RECORD EXCERPTS START

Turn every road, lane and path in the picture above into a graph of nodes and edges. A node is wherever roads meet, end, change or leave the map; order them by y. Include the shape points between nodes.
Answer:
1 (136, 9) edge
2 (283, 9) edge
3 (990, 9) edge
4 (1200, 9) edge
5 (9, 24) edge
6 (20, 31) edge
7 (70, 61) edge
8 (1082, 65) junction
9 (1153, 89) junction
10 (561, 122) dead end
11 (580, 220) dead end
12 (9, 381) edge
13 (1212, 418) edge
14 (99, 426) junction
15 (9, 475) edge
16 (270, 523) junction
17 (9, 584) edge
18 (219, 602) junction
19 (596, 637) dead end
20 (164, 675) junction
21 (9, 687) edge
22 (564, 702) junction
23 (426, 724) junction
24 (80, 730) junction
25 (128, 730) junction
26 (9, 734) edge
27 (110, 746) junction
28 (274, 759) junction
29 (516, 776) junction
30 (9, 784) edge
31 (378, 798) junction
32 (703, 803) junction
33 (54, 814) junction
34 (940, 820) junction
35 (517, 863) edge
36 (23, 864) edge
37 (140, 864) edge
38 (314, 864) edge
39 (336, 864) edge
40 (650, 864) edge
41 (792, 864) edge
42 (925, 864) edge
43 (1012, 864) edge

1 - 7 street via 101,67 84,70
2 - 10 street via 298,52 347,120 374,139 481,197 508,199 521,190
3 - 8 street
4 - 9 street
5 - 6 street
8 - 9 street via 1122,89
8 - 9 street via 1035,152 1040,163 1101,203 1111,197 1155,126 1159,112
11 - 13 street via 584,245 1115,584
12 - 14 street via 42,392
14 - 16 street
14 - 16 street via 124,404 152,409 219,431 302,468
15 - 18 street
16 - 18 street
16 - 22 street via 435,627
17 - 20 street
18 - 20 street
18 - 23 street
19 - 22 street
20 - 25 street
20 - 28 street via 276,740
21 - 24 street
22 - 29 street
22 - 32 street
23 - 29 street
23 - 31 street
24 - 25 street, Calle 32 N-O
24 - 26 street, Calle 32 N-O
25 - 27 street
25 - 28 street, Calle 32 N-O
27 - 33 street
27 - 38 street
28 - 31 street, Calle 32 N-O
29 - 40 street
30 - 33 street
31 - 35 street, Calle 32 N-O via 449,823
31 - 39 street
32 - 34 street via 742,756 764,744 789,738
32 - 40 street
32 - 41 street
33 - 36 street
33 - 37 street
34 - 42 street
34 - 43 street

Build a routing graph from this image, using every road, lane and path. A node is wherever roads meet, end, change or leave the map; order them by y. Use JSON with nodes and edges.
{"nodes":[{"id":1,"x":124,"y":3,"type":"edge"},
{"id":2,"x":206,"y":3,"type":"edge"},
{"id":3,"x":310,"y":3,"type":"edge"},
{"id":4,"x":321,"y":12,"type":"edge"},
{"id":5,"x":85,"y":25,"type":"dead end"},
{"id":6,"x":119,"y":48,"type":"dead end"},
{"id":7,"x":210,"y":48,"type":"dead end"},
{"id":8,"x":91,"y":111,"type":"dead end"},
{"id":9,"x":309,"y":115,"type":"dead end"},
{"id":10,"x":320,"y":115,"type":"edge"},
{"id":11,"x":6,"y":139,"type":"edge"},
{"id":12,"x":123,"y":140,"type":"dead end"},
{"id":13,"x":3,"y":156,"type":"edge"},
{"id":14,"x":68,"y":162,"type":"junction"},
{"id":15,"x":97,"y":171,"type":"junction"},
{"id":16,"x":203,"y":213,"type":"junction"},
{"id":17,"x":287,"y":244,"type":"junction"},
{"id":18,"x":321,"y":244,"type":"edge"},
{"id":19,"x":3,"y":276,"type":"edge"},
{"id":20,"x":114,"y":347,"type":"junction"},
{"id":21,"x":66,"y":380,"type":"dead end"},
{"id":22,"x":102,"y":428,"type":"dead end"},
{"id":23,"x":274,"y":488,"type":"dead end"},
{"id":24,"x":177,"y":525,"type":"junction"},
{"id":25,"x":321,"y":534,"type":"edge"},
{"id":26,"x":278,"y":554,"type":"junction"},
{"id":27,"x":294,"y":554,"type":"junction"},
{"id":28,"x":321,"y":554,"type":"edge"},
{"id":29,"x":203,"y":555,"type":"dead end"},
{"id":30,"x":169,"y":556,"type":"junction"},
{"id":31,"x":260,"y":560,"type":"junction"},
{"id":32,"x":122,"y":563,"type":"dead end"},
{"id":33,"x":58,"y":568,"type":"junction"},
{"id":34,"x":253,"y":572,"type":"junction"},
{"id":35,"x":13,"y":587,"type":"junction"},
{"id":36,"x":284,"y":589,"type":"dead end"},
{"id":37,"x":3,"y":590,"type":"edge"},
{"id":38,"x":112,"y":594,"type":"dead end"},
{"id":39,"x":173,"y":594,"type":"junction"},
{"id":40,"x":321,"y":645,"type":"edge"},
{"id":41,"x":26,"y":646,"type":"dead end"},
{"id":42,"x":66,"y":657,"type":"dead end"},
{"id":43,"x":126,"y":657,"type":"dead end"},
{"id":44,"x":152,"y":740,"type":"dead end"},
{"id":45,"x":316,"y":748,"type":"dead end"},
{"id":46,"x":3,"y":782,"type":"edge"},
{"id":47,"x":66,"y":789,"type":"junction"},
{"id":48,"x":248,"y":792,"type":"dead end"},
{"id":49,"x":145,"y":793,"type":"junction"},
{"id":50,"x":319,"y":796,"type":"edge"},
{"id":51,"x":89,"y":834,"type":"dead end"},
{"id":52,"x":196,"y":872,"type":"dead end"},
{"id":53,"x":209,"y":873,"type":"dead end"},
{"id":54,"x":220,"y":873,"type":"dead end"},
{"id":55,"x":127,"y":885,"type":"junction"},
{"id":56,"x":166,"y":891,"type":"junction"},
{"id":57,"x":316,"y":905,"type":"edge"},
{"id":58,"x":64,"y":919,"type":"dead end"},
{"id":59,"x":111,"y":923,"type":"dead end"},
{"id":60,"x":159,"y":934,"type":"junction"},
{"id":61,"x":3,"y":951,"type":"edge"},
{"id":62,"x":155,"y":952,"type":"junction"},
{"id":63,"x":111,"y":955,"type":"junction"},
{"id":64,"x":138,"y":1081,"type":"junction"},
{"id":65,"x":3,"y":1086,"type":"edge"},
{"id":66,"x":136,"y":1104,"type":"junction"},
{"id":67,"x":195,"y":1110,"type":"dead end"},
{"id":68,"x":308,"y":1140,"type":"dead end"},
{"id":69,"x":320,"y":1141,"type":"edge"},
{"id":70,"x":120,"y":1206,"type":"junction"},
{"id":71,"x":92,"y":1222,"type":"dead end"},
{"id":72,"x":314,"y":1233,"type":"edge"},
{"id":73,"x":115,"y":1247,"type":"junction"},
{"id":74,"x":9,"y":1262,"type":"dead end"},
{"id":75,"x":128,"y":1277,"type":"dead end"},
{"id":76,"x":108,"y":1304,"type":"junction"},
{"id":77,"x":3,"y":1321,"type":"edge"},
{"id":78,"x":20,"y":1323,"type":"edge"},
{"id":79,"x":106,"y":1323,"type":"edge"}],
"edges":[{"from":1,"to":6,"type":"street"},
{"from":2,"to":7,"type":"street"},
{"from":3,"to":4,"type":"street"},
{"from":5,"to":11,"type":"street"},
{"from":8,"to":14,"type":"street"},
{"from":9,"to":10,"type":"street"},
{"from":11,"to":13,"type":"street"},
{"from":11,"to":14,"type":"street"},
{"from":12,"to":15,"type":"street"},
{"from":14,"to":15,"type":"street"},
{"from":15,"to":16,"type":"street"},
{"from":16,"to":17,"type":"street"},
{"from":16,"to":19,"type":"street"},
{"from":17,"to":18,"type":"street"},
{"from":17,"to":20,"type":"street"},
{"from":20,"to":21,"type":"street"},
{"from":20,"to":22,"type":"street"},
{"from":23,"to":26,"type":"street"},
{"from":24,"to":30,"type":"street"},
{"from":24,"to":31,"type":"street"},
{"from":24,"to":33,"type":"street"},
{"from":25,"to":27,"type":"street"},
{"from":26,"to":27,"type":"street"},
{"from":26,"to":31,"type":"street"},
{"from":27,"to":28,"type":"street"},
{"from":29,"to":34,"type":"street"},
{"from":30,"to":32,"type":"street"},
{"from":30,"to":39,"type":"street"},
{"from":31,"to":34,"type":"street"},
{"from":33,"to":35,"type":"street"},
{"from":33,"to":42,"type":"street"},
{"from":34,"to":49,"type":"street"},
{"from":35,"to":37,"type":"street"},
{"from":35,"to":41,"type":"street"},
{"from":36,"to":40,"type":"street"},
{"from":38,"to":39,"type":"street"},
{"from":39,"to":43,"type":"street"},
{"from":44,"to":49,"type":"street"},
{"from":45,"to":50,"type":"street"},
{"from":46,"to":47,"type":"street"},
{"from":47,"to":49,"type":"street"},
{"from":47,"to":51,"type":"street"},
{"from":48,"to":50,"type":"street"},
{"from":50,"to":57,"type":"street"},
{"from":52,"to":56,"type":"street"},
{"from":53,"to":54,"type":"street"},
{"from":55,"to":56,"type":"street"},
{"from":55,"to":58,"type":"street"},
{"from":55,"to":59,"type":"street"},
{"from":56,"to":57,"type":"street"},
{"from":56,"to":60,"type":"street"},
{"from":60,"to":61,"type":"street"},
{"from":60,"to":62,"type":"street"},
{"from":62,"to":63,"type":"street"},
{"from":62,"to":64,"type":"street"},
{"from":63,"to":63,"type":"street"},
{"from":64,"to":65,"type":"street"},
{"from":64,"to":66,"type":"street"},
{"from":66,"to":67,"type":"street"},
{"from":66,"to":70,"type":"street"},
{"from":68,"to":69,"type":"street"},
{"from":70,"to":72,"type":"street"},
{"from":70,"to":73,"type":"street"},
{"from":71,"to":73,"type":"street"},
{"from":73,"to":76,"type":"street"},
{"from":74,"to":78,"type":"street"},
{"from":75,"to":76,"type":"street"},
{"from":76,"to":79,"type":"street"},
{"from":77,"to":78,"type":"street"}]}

RECORD EXCERPTS END

Lines from the entries that contain the string "roads" are what must be copied.

ANSWER SECTION:
Turn every road, lane and path in the picture above into a graph of nodes and edges. A node is wherever roads meet, end, change or leave the map; order them by y. Include the shape points between nodes.
Build a routing graph from this image, using every road, lane and path. A node is wherever roads meet, end, change or leave the map; order them by y. Use JSON with nodes and edges.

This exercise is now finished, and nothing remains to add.